[Opening Source material section]

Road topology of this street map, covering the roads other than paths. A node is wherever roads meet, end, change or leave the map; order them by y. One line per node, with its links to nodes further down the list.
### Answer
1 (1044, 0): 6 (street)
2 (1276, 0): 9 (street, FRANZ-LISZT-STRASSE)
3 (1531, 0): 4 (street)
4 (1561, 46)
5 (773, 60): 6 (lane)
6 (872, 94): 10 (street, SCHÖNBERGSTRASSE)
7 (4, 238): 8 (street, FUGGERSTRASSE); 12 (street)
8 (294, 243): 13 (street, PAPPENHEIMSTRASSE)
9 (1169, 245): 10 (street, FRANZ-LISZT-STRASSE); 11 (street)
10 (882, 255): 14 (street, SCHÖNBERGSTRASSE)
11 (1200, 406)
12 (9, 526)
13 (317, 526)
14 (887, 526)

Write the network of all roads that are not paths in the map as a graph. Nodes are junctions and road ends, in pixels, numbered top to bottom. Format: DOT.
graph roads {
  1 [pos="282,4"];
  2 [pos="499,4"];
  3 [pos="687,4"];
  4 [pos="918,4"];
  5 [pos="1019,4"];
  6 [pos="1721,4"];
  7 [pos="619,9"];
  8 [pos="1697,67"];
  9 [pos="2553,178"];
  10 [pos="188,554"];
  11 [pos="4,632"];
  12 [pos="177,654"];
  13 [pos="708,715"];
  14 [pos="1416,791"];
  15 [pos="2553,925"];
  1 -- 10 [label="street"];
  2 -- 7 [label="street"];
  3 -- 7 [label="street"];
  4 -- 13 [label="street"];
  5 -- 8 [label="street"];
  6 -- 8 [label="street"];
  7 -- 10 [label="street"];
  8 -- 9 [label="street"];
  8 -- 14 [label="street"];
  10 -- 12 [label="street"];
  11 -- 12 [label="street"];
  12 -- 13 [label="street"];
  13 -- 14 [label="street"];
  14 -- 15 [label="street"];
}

[Closing Source material section]

◆ **Directions for this task**
Every record, restated word for word, should make up your reply.

◆ **Response area**
Road topology of this street map, covering the roads other than paths. A node is wherever roads meet, end, change or leave the map; order them by y. One line per node, with its links to nodes further down the list.
### Answer
1 (1044, 0): 6 (street)
2 (1276, 0): 9 (street, FRANZ-LISZT-STRASSE)
3 (1531, 0): 4 (street)
4 (1561, 46)
5 (773, 60): 6 (lane)
6 (872, 94): 10 (street, SCHÖNBERGSTRASSE)
7 (4, 238): 8 (street, FUGGERSTRASSE); 12 (street)
8 (294, 243): 13 (street, PAPPENHEIMSTRASSE)
9 (1169, 245): 10 (street, FRANZ-LISZT-STRASSE); 11 (street)
10 (882, 255): 14 (street, SCHÖNBERGSTRASSE)
11 (1200, 406)
12 (9, 526)
13 (317, 526)
14 (887, 526)

Write the network of all roads that are not paths in the map as a graph. Nodes are junctions and road ends, in pixels, numbered top to bottom. Format: DOT.
graph roads {
  1 [pos="282,4"];
  2 [pos="499,4"];
  3 [pos="687,4"];
  4 [pos="918,4"];
  5 [pos="1019,4"];
  6 [pos="1721,4"];
  7 [pos="619,9"];
  8 [pos="1697,67"];
  9 [pos="2553,178"];
  10 [pos="188,554"];
  11 [pos="4,632"];
  12 [pos="177,654"];
  13 [pos="708,715"];
  14 [pos="1416,791"];
  15 [pos="2553,925"];
  1 -- 10 [label="street"];
  2 -- 7 [label="street"];
  3 -- 7 [label="street"];
  4 -- 13 [label="street"];
  5 -- 8 [label="street"];
  6 -- 8 [label="street"];
  7 -- 10 [label="street"];
  8 -- 9 [label="street"];
  8 -- 14 [label="street"];
  10 -- 12 [label="street"];
  11 -- 12 [label="street"];
  12 -- 13 [label="street"];
  13 -- 14 [label="street"];
  14 -- 15 [label="street"];
}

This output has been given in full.